Collected data entries:
--- --- ---

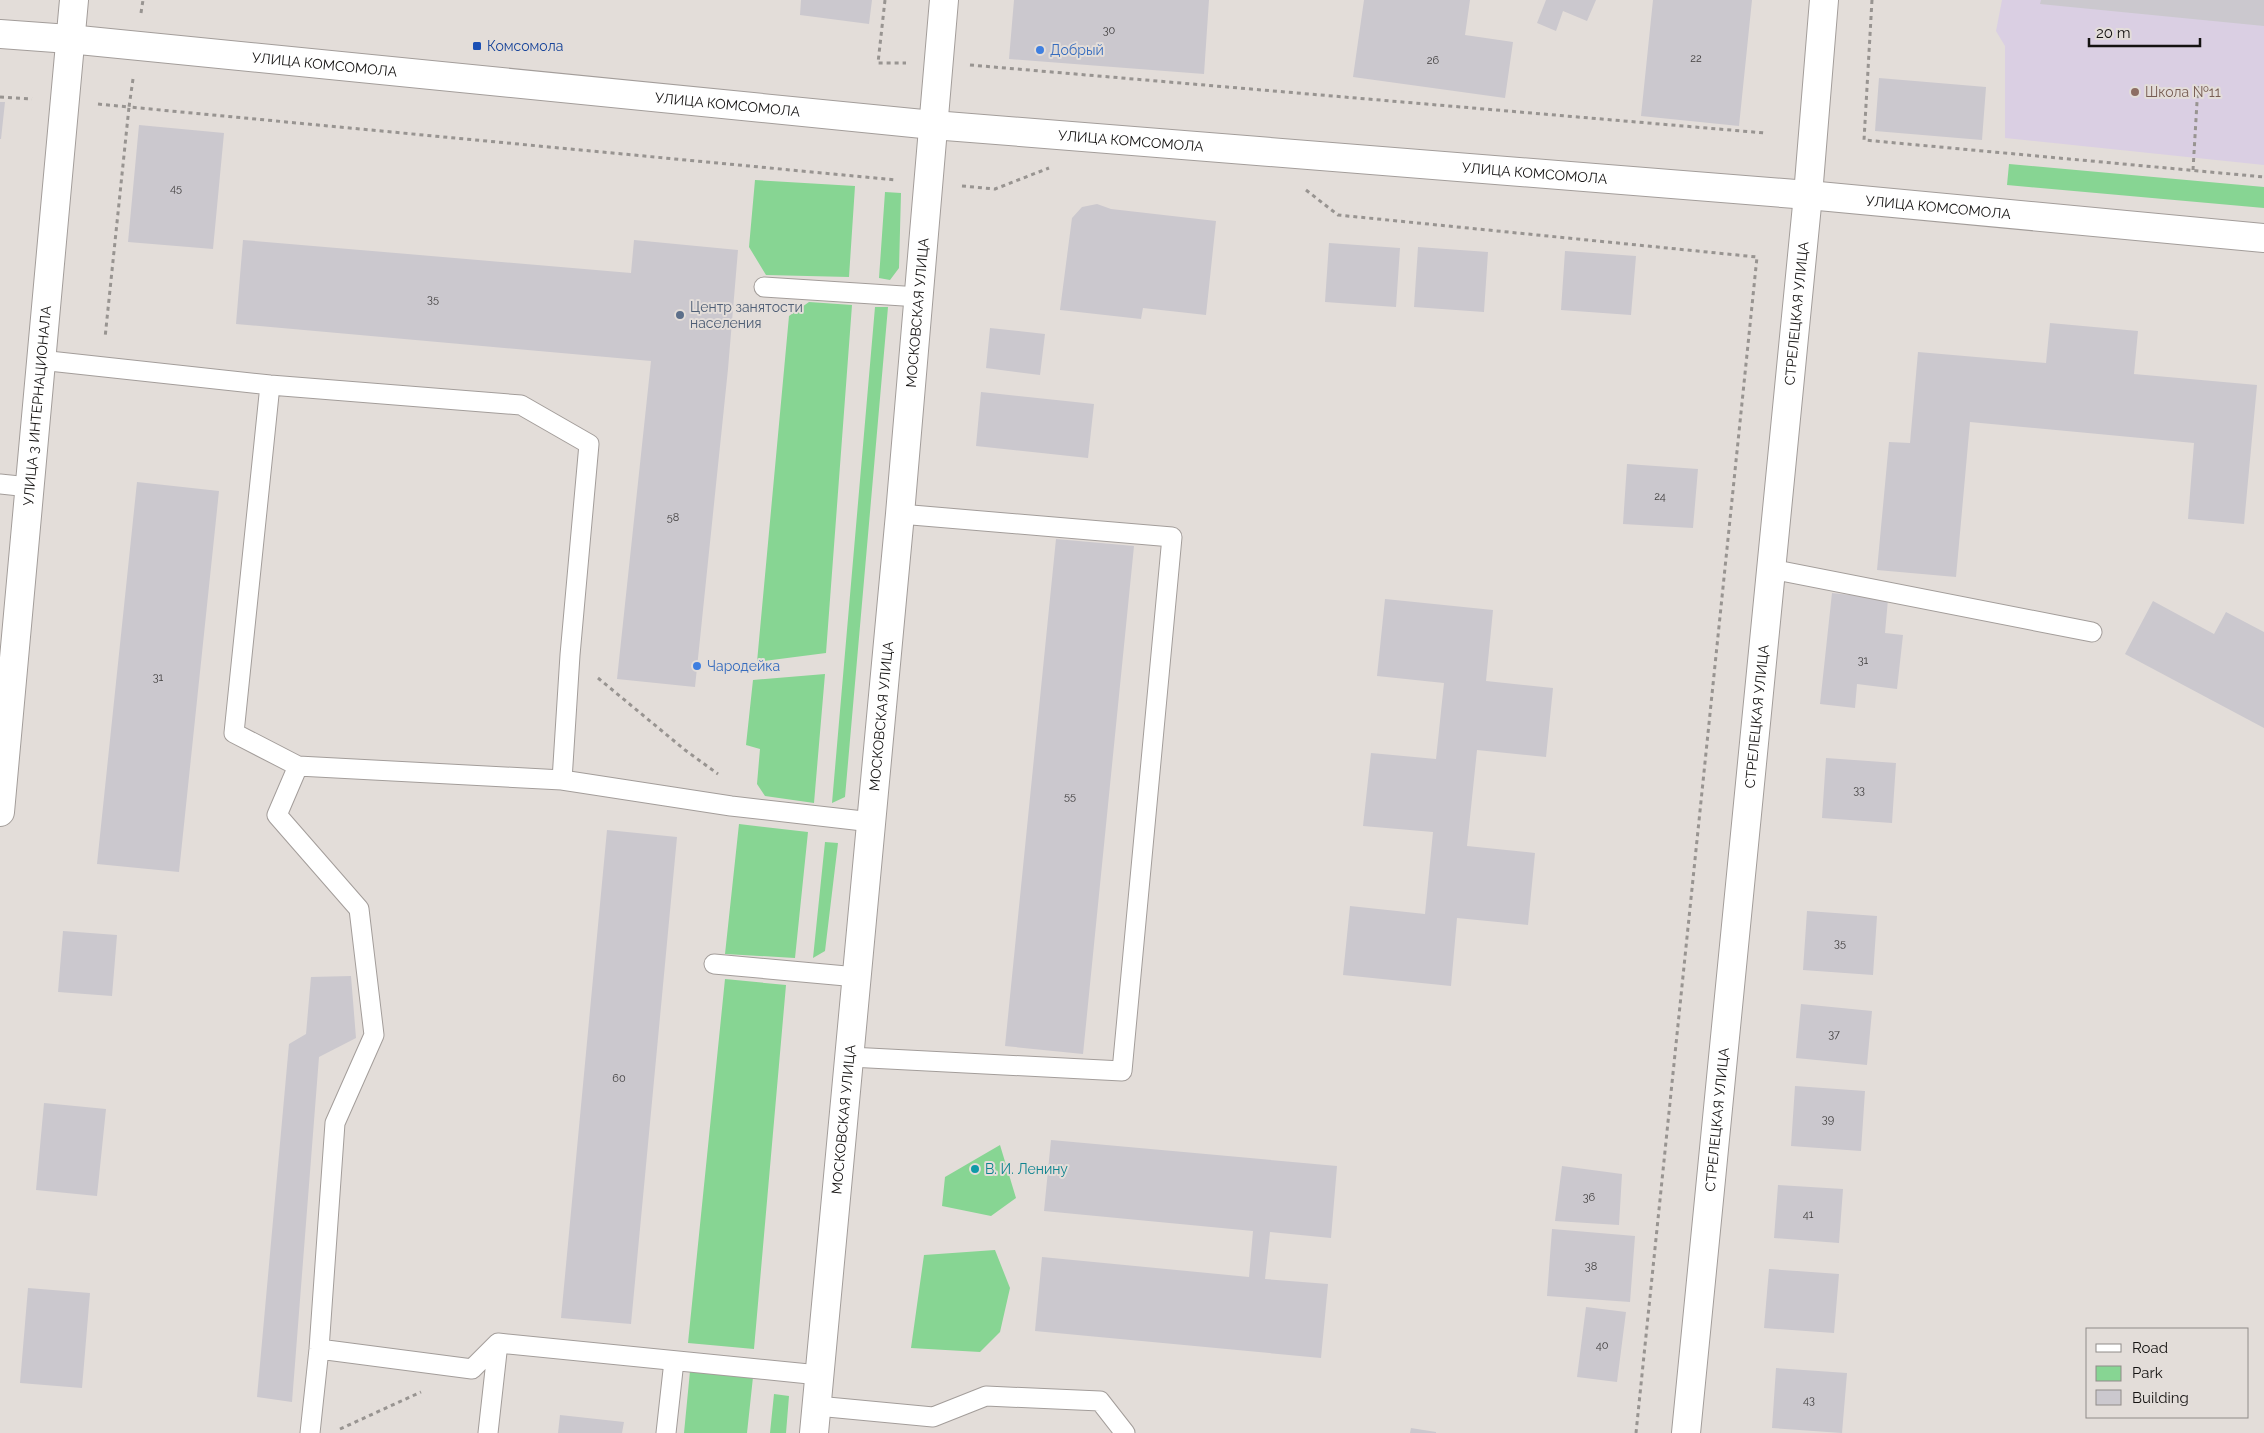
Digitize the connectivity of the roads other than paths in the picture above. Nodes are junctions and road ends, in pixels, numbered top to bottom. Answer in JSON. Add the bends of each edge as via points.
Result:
{"nodes":[{"id":1,"x":74,"y":0,"type":"edge"},
{"id":2,"x":944,"y":0,"type":"edge"},
{"id":3,"x":1824,"y":0,"type":"edge"},
{"id":4,"x":0,"y":34,"type":"edge"},
{"id":5,"x":70,"y":39,"type":"junction"},
{"id":6,"x":933,"y":125,"type":"junction"},
{"id":7,"x":1808,"y":195,"type":"junction"},
{"id":8,"x":2264,"y":238,"type":"edge"},
{"id":9,"x":764,"y":287,"type":"dead end"},
{"id":10,"x":919,"y":297,"type":"junction"},
{"id":11,"x":40,"y":360,"type":"junction"},
{"id":12,"x":270,"y":385,"type":"junction"},
{"id":13,"x":0,"y":484,"type":"edge"},
{"id":14,"x":29,"y":487,"type":"junction"},
{"id":15,"x":900,"y":514,"type":"junction"},
{"id":16,"x":1772,"y":568,"type":"junction"},
{"id":17,"x":2092,"y":632,"type":"dead end"},
{"id":18,"x":298,"y":766,"type":"junction"},
{"id":19,"x":562,"y":780,"type":"junction"},
{"id":20,"x":0,"y":812,"type":"edge"},
{"id":21,"x":872,"y":822,"type":"junction"},
{"id":22,"x":714,"y":964,"type":"dead end"},
{"id":23,"x":857,"y":977,"type":"junction"},
{"id":24,"x":850,"y":1057,"type":"junction"},
{"id":25,"x":498,"y":1343,"type":"junction"},
{"id":26,"x":320,"y":1349,"type":"junction"},
{"id":27,"x":674,"y":1360,"type":"junction"},
{"id":28,"x":819,"y":1375,"type":"junction"},
{"id":29,"x":817,"y":1406,"type":"junction"},
{"id":30,"x":1682,"y":1430,"type":"edge"},
{"id":31,"x":310,"y":1433,"type":"edge"},
{"id":32,"x":488,"y":1433,"type":"edge"},
{"id":33,"x":666,"y":1433,"type":"edge"},
{"id":34,"x":814,"y":1433,"type":"edge"},
{"id":35,"x":1125,"y":1433,"type":"edge"}],
"edges":[{"from":1,"to":5,"type":"street","name":"УЛИЦА 3 ИНТЕРНАЦИОНАЛА"},
{"from":2,"to":6,"type":"street","name":"МОСКОВСКАЯ УЛИЦА"},
{"from":3,"to":7,"type":"street","name":"СТРЕЛЕЦКАЯ УЛИЦА"},
{"from":4,"to":5,"type":"street","name":"УЛИЦА КОМСОМОЛА"},
{"from":5,"to":6,"type":"street","name":"УЛИЦА КОМСОМОЛА"},
{"from":5,"to":11,"type":"street","name":"УЛИЦА 3 ИНТЕРНАЦИОНАЛА"},
{"from":6,"to":7,"type":"street","name":"УЛИЦА КОМСОМОЛА"},
{"from":6,"to":10,"type":"street","name":"МОСКОВСКАЯ УЛИЦА"},
{"from":7,"to":8,"type":"street","name":"УЛИЦА КОМСОМОЛА"},
{"from":7,"to":16,"type":"street","name":"СТРЕЛЕЦКАЯ УЛИЦА"},
{"from":9,"to":10,"type":"lane"},
{"from":10,"to":15,"type":"street","name":"МОСКОВСКАЯ УЛИЦА"},
{"from":11,"to":12,"type":"lane"},
{"from":11,"to":14,"type":"street","name":"УЛИЦА 3 ИНТЕРНАЦИОНАЛА"},
{"from":12,"to":18,"type":"lane","via":[[234,733]]},
{"from":12,"to":19,"type":"lane","via":[[521,405],[589,444]]},
{"from":13,"to":14,"type":"lane"},
{"from":14,"to":20,"type":"street","name":"УЛИЦА 3 ИНТЕРНАЦИОНАЛА"},
{"from":15,"to":21,"type":"street","name":"МОСКОВСКАЯ УЛИЦА"},
{"from":15,"to":24,"type":"lane","via":[[1172,537],[1122,1072]]},
{"from":16,"to":17,"type":"lane"},
{"from":16,"to":30,"type":"street","name":"СТРЕЛЕЦКАЯ УЛИЦА"},
{"from":18,"to":19,"type":"lane"},
{"from":18,"to":26,"type":"lane","via":[[277,815],[359,909],[374,1035],[336,1123]]},
{"from":19,"to":21,"type":"lane","via":[[731,806]]},
{"from":21,"to":23,"type":"street","name":"МОСКОВСКАЯ УЛИЦА"},
{"from":22,"to":23,"type":"lane"},
{"from":23,"to":24,"type":"street","name":"МОСКОВСКАЯ УЛИЦА"},
{"from":24,"to":28,"type":"street","name":"МОСКОВСКАЯ УЛИЦА"},
{"from":25,"to":26,"type":"lane","via":[[472,1368]]},
{"from":25,"to":27,"type":"lane"},
{"from":25,"to":32,"type":"lane"},
{"from":26,"to":31,"type":"lane"},
{"from":27,"to":28,"type":"lane"},
{"from":27,"to":33,"type":"lane"},
{"from":28,"to":29,"type":"street","name":"МОСКОВСКАЯ УЛИЦА"},
{"from":29,"to":34,"type":"street","name":"МОСКОВСКАЯ УЛИЦА"},
{"from":29,"to":35,"type":"lane","via":[[933,1417],[986,1396],[1100,1401]]}]}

--- --- ---

YOUR INSTRUCTIONS:
Copy out each line in the preceding records that contains "КОМСОМОЛА".

TASK OUTPUT:
{"from":4,"to":5,"type":"street","name":"УЛИЦА КОМСОМОЛА"},
{"from":5,"to":6,"type":"street","name":"УЛИЦА КОМСОМОЛА"},
{"from":6,"to":7,"type":"street","name":"УЛИЦА КОМСОМОЛА"},
{"from":7,"to":8,"type":"street","name":"УЛИЦА КОМСОМОЛА"},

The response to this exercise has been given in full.